Seorang gadis Half-Elf turun dari pohon tempatnya memanjat memetik buah plum segar dari tangkainya. Di keranjang samping pinggangnya, sudah terdapat puluhan buah dari pohon-pohon sebelumnya. Tidak hanya plum, terdapat pula buah lain seperti Juno’s Berries, apel, serta berbagai dedaunan. Gadis itu tampak lincah menuruni pohon. Ia cekatan sekaligus berhati-hati dalam memilih pijakan.

   Setelah turun, ia memandang langit sejenak, memperkirakan waktu yang telah ia habiskan di dalam hutan belantara ini. Mata merahnya bersinar redup karena cahaya mentari, menerawang jauh dan mengingat letak presisi bintang itu lalu mengira waktu yang telah terlalui.

   “Lima belas derajat, itu berarti setidaknya sudah satu jam...” gumam Sa’rah, si gadis Half-Elf.

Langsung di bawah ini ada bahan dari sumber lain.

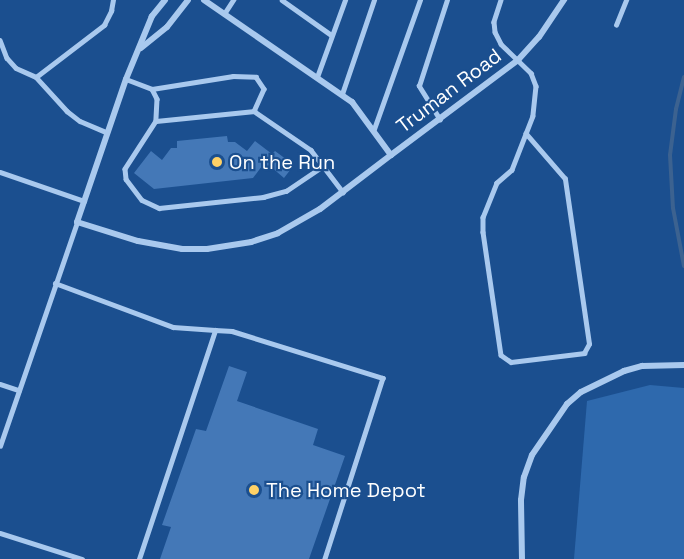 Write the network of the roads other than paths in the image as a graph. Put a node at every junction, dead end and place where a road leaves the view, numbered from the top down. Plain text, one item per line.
1 (113, 0) edge
2 (165, 0) edge
3 (188, 0) edge
4 (204, 0) edge
5 (233, 0) edge
6 (282, 0) edge
7 (345, 0) edge
8 (374, 0) edge
9 (420, 0) edge
10 (447, 0) edge
11 (501, 0) edge
12 (564, 0) edge
13 (626, 0) edge
14 (224, 14) junction
15 (616, 25) dead end
16 (330, 34) junction
17 (0, 40) edge
18 (140, 48) junction
19 (518, 60) junction
20 (36, 76) junction
21 (316, 77) junction
22 (126, 79) junction
23 (152, 89) junction
24 (342, 94) junction
25 (254, 111) junction
26 (440, 120) junction
27 (156, 121) junction
28 (374, 129) junction
29 (106, 132) junction
30 (526, 134) junction
31 (391, 155) junction
32 (323, 166) junction
33 (0, 172) edge
34 (343, 192) junction
35 (84, 201) junction
36 (77, 222) junction
37 (55, 283) junction
38 (215, 330) junction
39 (684, 365) edge
40 (0, 384) edge
41 (19, 390) junction
42 (0, 446) edge
43 (0, 533) edge
44 (82, 559) edge
45 (139, 559) edge
46 (325, 559) edge
47 (522, 559) edge

1 - 20 lane
2 - 18 street
3 - 18 street
4 - 14 street, Truman Road
5 - 14 lane
6 - 16 lane
7 - 16 lane
8 - 24 lane
9 - 28 lane
10 - 26 lane
11 - 19 lane
12 - 19 street, Truman Road
13 - 15 lane
14 - 21 street, Truman Road
16 - 21 lane
17 - 20 lane
18 - 22 street
19 - 26 street, Truman Road
19 - 30 lane
20 - 29 lane
21 - 24 street, Truman Road
22 - 23 lane
22 - 29 street
23 - 25 lane
23 - 27 lane
24 - 28 street, Truman Road
25 - 27 lane
25 - 32 lane
26 - 31 street, Truman Road
27 - 32 lane
28 - 31 street, Truman Road
29 - 35 street
30 - 30 lane
31 - 34 street
32 - 34 lane
33 - 35 lane
34 - 36 street
35 - 36 street
36 - 37 lane
37 - 38 lane
37 - 41 lane
38 - 45 lane
38 - 46 lane
39 - 47 street
40 - 41 lane
41 - 42 lane
43 - 44 lane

Ia menggosok-gosok kedua telapak tangannya, menghangatkan diri. Keadaan hutan hujan ini amatlah lembab dan dingin. Terkadang, sinar mentari tidak menembus hingga lantai dasar hutan, tertutup kanopi teduh dari pohon-pohon tua yang tinggi. Jika tidak terbiasa, seseorang akan tergelincir karena licinnya lumut di lantai dasar atau terjerembab ke lubang yang tertutup ilalang setinggi pinggang.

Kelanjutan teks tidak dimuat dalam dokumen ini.